------ The data

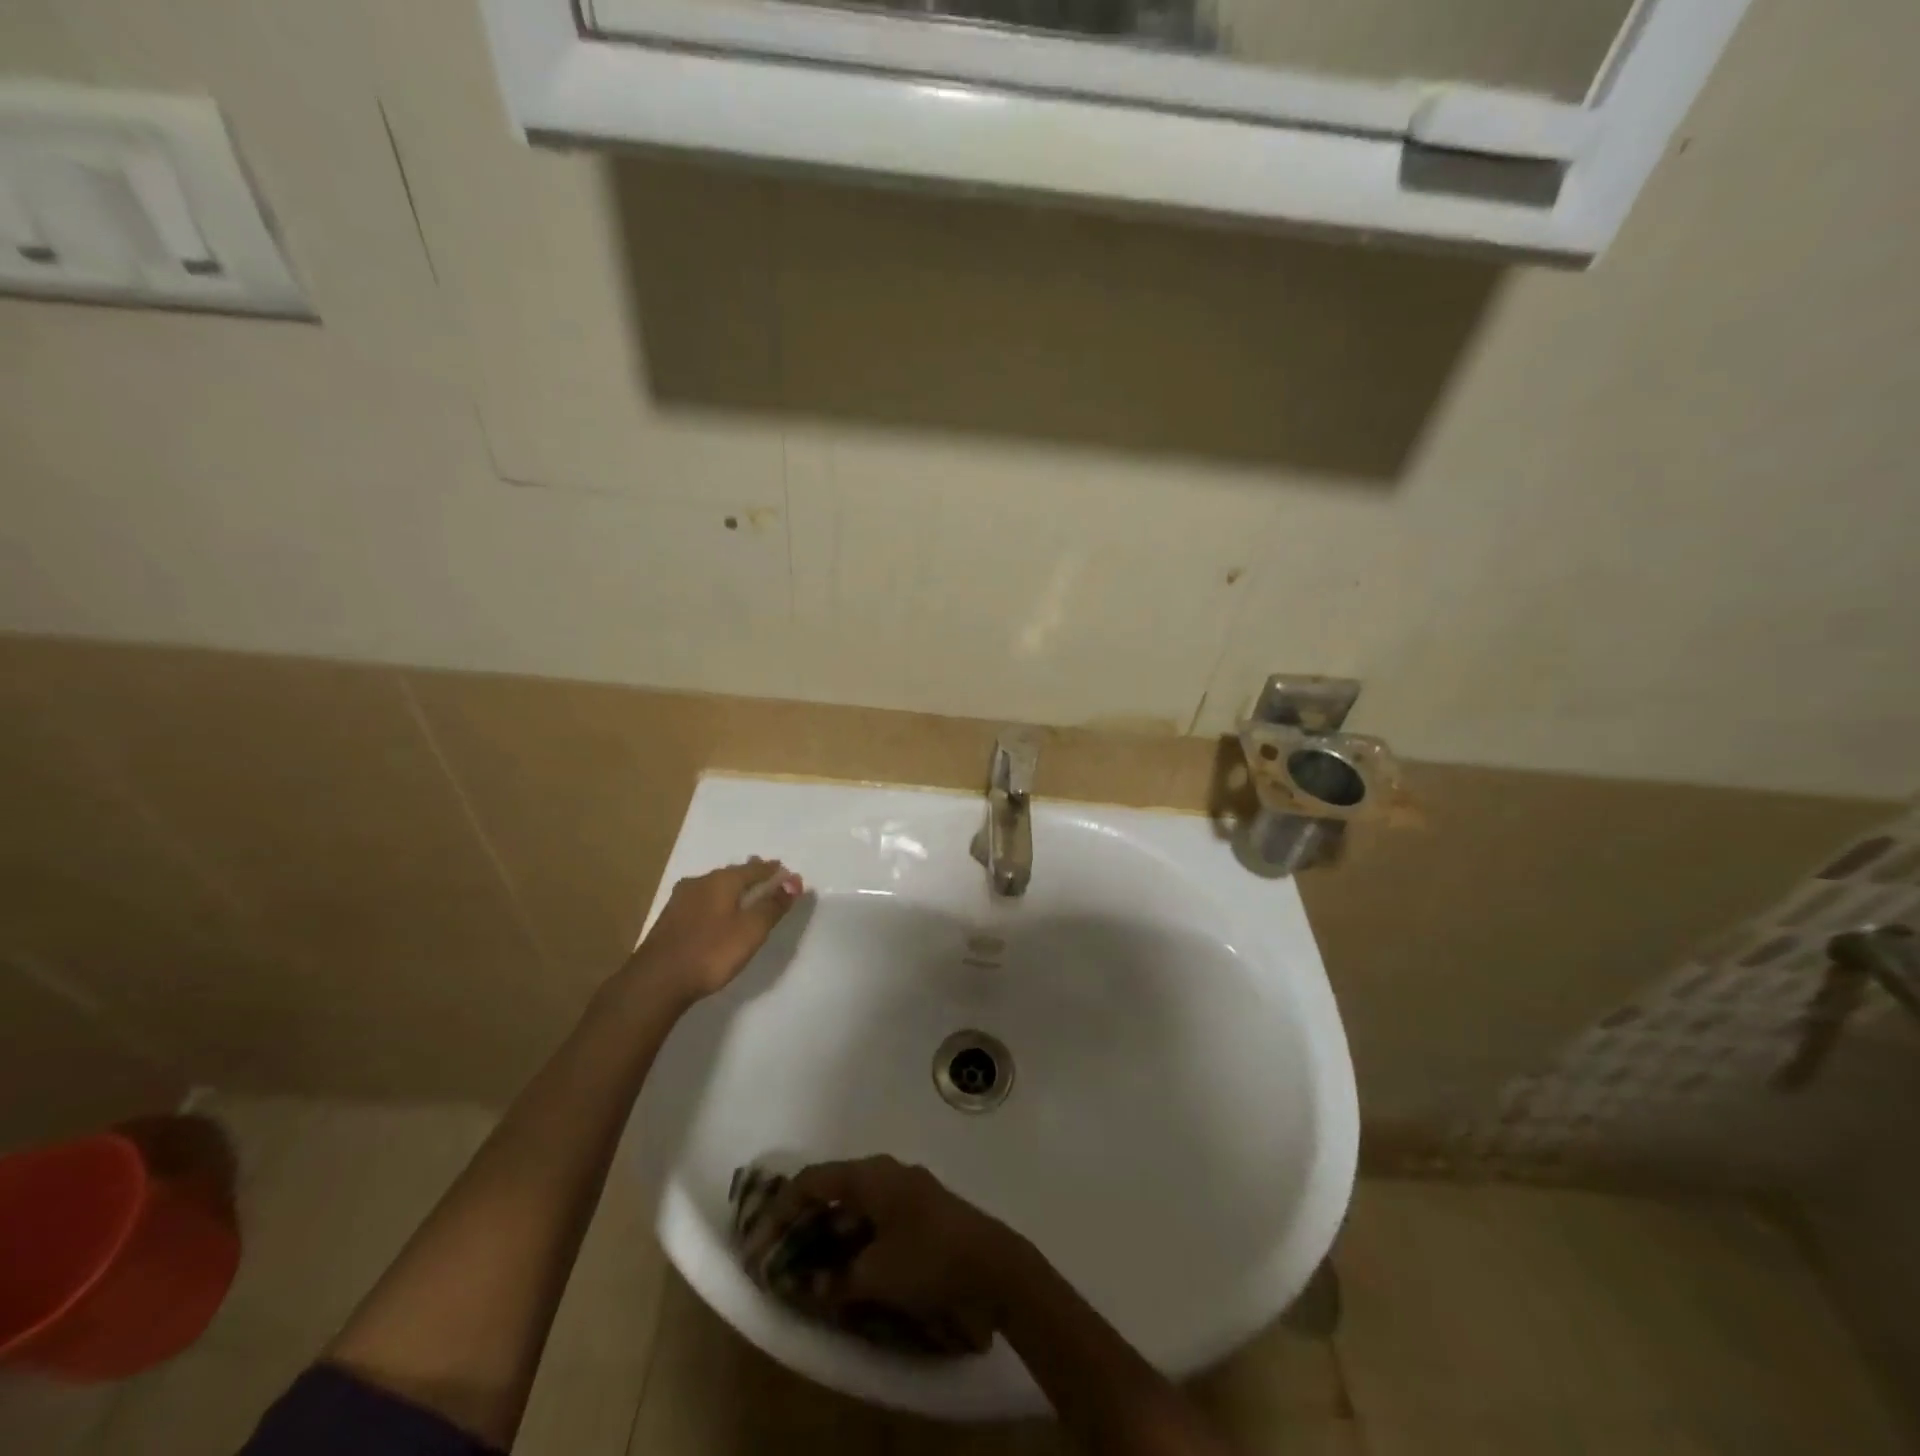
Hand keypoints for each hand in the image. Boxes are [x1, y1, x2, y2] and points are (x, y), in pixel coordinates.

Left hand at [627, 858, 802, 1004]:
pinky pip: (702, 901)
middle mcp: (700, 881)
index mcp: (722, 880)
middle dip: (752, 876)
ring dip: (733, 889)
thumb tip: (793, 881)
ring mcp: (681, 899)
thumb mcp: (751, 930)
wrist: (656, 981)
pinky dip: (717, 902)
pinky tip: (718, 913)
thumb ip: (773, 905)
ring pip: (715, 886)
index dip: (774, 872)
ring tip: (746, 896)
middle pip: (733, 873)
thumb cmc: (710, 952)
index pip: (756, 868)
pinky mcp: (670, 918)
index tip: (789, 876)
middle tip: (768, 881)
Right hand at [741, 1155, 1018, 1352]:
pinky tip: (846, 1265)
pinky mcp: (920, 1208)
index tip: (760, 1241)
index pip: (813, 1180)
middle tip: (779, 1253)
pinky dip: (853, 1236)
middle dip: (803, 1219)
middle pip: (832, 1188)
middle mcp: (886, 1172)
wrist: (993, 1264)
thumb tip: (812, 1282)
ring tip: (806, 1264)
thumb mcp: (875, 1274)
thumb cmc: (929, 1259)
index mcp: (871, 1175)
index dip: (781, 1209)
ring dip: (828, 1230)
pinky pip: (873, 1215)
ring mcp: (905, 1188)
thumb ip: (836, 1278)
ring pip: (853, 1203)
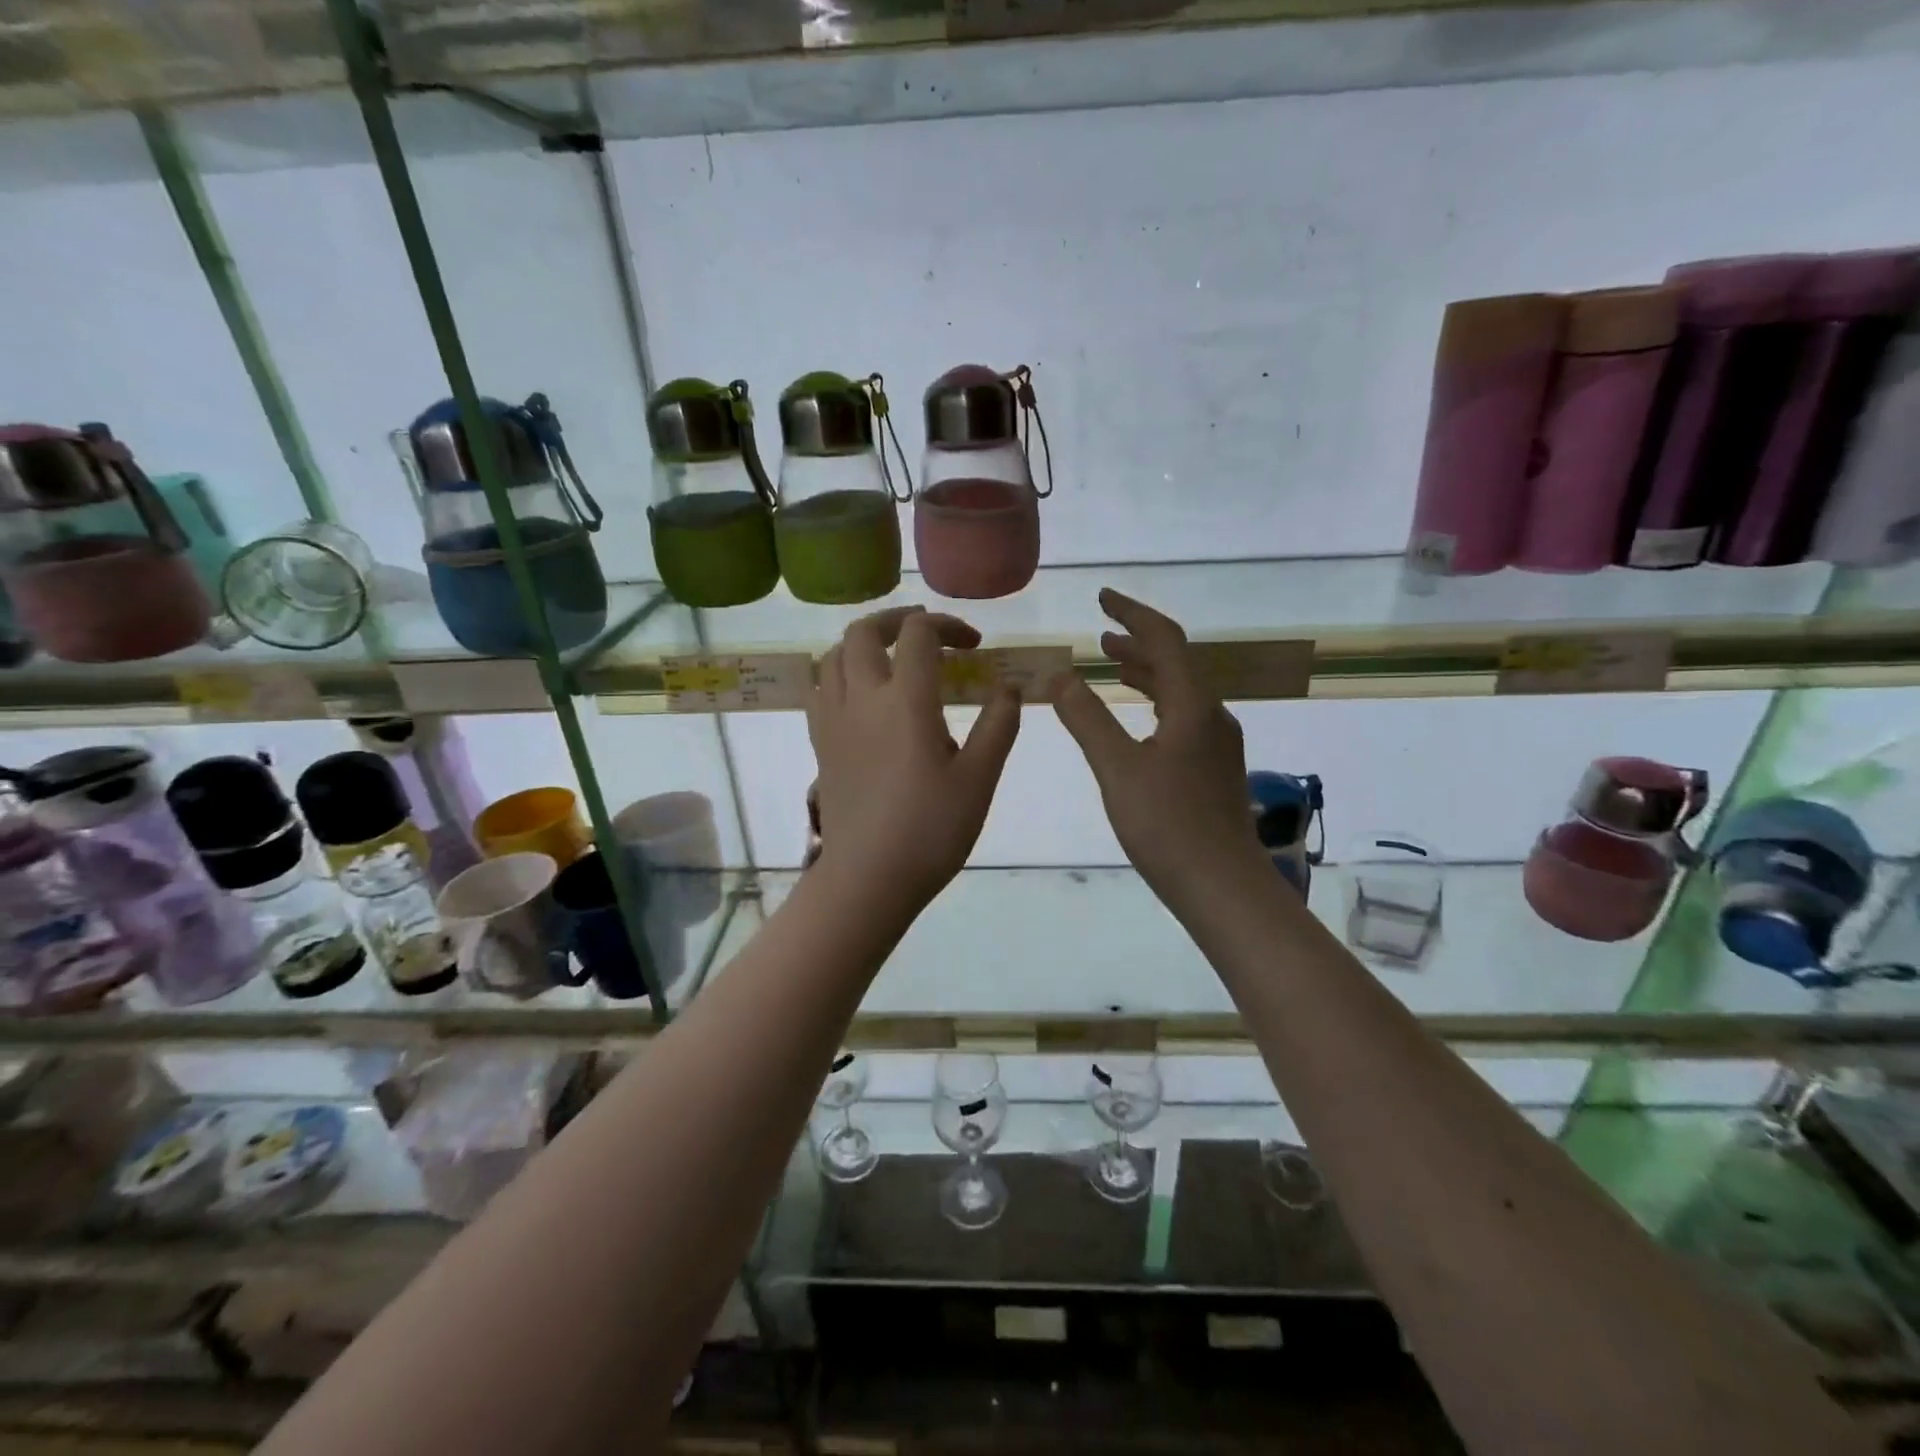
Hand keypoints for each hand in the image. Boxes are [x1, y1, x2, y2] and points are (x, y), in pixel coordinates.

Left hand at [807, 607, 1020, 911]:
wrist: (869, 878)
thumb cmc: (930, 830)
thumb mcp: (979, 780)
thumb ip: (998, 726)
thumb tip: (1009, 688)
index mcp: (905, 700)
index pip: (919, 634)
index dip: (947, 625)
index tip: (973, 646)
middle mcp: (862, 698)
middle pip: (863, 631)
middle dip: (898, 620)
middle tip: (927, 634)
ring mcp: (833, 720)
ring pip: (833, 655)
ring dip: (863, 643)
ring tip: (892, 659)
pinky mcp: (819, 743)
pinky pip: (819, 688)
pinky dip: (840, 673)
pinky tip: (861, 696)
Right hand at [1051, 590, 1263, 903]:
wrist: (1222, 885)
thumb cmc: (1167, 825)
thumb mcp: (1117, 769)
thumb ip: (1087, 719)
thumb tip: (1060, 676)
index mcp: (1192, 705)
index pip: (1164, 640)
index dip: (1132, 614)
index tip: (1102, 598)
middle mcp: (1211, 715)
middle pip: (1175, 663)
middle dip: (1137, 643)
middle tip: (1099, 636)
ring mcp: (1217, 743)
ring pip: (1179, 691)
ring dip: (1146, 673)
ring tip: (1111, 666)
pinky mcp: (1214, 767)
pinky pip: (1182, 716)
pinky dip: (1154, 702)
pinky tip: (1138, 720)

------------

◆ **Instructions to follow**
Every record is to be reproduced exactly, with no pictures included.

◆ **Output of the exercise**
Hand keypoints for each hand in the image. Boxes are [x1, y1, x2, y2] and points are (x, y), in pixel coordinates.

Left hand at [627, 858, 802, 1004]:
pinky pip: (702, 901)
middle mcp: (700, 881)
index mcp: (722, 880)
middle dip: (752, 876)
ring dip: (733, 889)
thumb tip: (793, 881)
ring mcp: (681, 899)
thumb mcp: (751, 930)
wrist: (656, 981)
pinky dip: (717, 902)
pinky tip: (718, 913)
thumb ip: (773, 905)
ring pip: (715, 886)
index dip: (774, 872)
ring tip: (746, 896)
middle pip: (733, 873)
thumb cmc: (710, 952)
index pip: (756, 868)
pinky mcp: (670, 918)
index tip: (789, 876)
middle tip: (768, 881)
Right hand at [741, 1155, 1018, 1352]:
pinky tip: (846, 1265)
pinky mcp: (920, 1208)
index tip: (760, 1241)
index pip: (813, 1180)
middle tip: (779, 1253)
pinky dip: (853, 1236)
middle dip: (803, 1219)
middle pip: (832, 1188)
middle mcp: (886, 1172)
wrist: (993, 1264)
thumb tip: (812, 1282)
ring tip: (806, 1264)
thumb mcp: (875, 1274)
thumb cmc: (929, 1259)
index mcp: (871, 1175)
index dip: (781, 1209)
ring dip: (828, 1230)
pinky pip: (873, 1215)
ring mcp: (905, 1188)
thumb ip: (836, 1278)
ring pip: (853, 1203)
Hand keypoints for each hand in the image. Boxes are [x1, y1, x2, y2] and points are (x, y), in pixel coordinates.

Left hand at [807, 607, 1020, 911]:
wrist: (869, 878)
thumb cmc: (930, 830)
thumb mcp: (979, 780)
thumb ip: (998, 726)
thumb tip: (1009, 688)
index mcp: (905, 700)
index pip: (919, 634)
index dip: (947, 625)
index tip: (973, 646)
middle mcp: (862, 698)
middle pip: (863, 631)
middle dip: (898, 620)
middle tip: (927, 634)
ring mcp: (833, 720)
ring pip: (833, 655)
ring dip: (863, 643)
ring tip: (892, 659)
pinky mcp: (819, 743)
pinky pip: (819, 688)
pinky dip: (840, 673)
pinky tip: (861, 696)
Right hand at [1051, 590, 1263, 903]:
wrist: (1222, 885)
thumb cmc: (1167, 825)
thumb mcp: (1117, 769)
thumb ip: (1087, 719)
thumb tip: (1060, 676)
index mcp: (1192, 705)
index pip: (1164, 640)
index dip: (1132, 614)
index tip: (1102, 598)
middle mcp: (1211, 715)
middle pip: (1175, 663)
middle dip: (1137, 643)
middle tip: (1099, 636)
ring mcp: (1217, 743)
ring pip: (1179, 691)
ring dip: (1146, 673)
ring tip: (1111, 666)
pinky mcp: (1214, 767)
pinky pip: (1182, 716)
pinky dip: (1154, 702)
pinky tip: (1138, 720)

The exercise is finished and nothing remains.